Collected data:
• • •

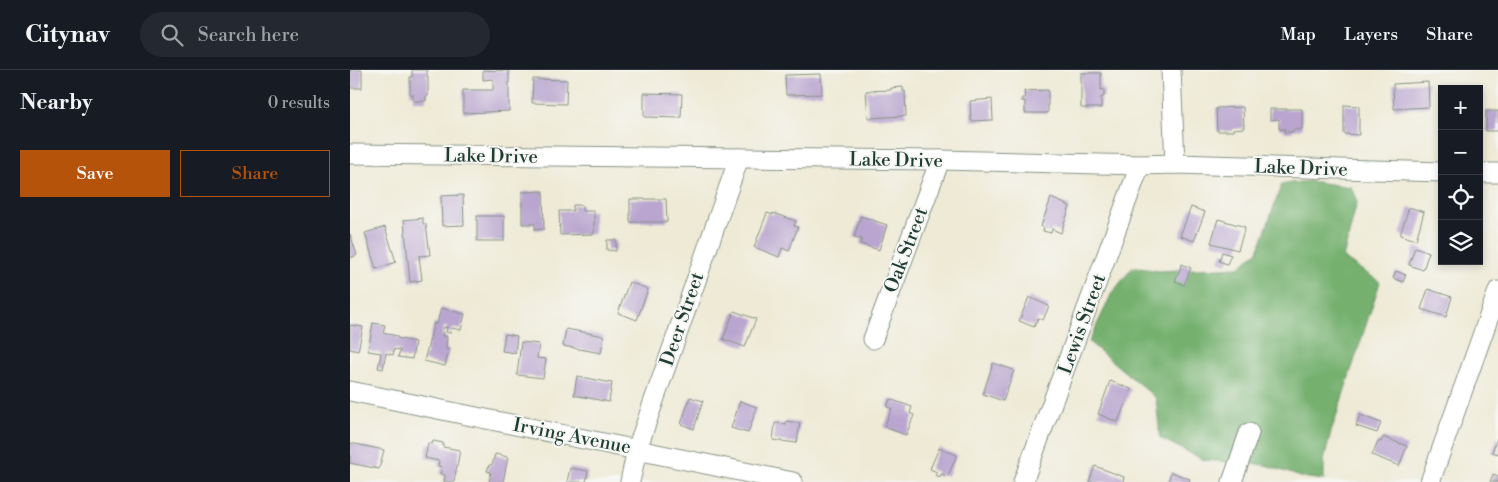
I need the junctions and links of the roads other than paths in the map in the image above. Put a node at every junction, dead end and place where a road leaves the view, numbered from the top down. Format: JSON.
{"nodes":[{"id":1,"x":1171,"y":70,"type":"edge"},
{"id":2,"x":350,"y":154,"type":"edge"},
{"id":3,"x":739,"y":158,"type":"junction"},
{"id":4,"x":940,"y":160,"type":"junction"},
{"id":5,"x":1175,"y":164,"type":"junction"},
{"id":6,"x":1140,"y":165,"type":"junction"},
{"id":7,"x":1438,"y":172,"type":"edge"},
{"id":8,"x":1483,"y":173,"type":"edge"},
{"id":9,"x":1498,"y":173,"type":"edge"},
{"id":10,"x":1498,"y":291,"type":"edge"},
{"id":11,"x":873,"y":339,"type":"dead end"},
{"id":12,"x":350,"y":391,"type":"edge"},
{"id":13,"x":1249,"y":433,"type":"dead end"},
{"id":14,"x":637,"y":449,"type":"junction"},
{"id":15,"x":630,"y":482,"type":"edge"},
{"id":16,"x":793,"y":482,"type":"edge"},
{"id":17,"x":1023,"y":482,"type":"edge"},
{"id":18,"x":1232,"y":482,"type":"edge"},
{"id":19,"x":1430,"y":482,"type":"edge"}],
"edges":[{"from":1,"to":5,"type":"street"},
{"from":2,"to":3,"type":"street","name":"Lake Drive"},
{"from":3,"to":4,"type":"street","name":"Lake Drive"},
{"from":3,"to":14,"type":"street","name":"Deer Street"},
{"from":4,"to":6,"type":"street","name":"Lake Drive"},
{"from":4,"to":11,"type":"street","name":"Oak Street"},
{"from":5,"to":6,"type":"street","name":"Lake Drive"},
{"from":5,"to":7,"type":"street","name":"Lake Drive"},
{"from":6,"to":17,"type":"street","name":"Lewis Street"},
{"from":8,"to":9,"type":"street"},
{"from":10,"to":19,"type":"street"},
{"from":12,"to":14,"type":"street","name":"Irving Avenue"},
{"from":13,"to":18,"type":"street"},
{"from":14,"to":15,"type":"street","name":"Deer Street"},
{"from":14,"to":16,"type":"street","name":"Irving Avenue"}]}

• • •

EXERCISE INSTRUCTIONS:
Copy here each line of the preceding records with "Drive" in it.

WRITTEN SOLUTION:
{"from":2,"to":3,"type":"street","name":"Lake Drive"},
{"from":3,"to":4,"type":"street","name":"Lake Drive"},
{"from":4,"to":6,"type":"street","name":"Lake Drive"},
{"from":5,"to":6,"type":"street","name":"Lake Drive"},
{"from":5,"to":7,"type":"street","name":"Lake Drive"},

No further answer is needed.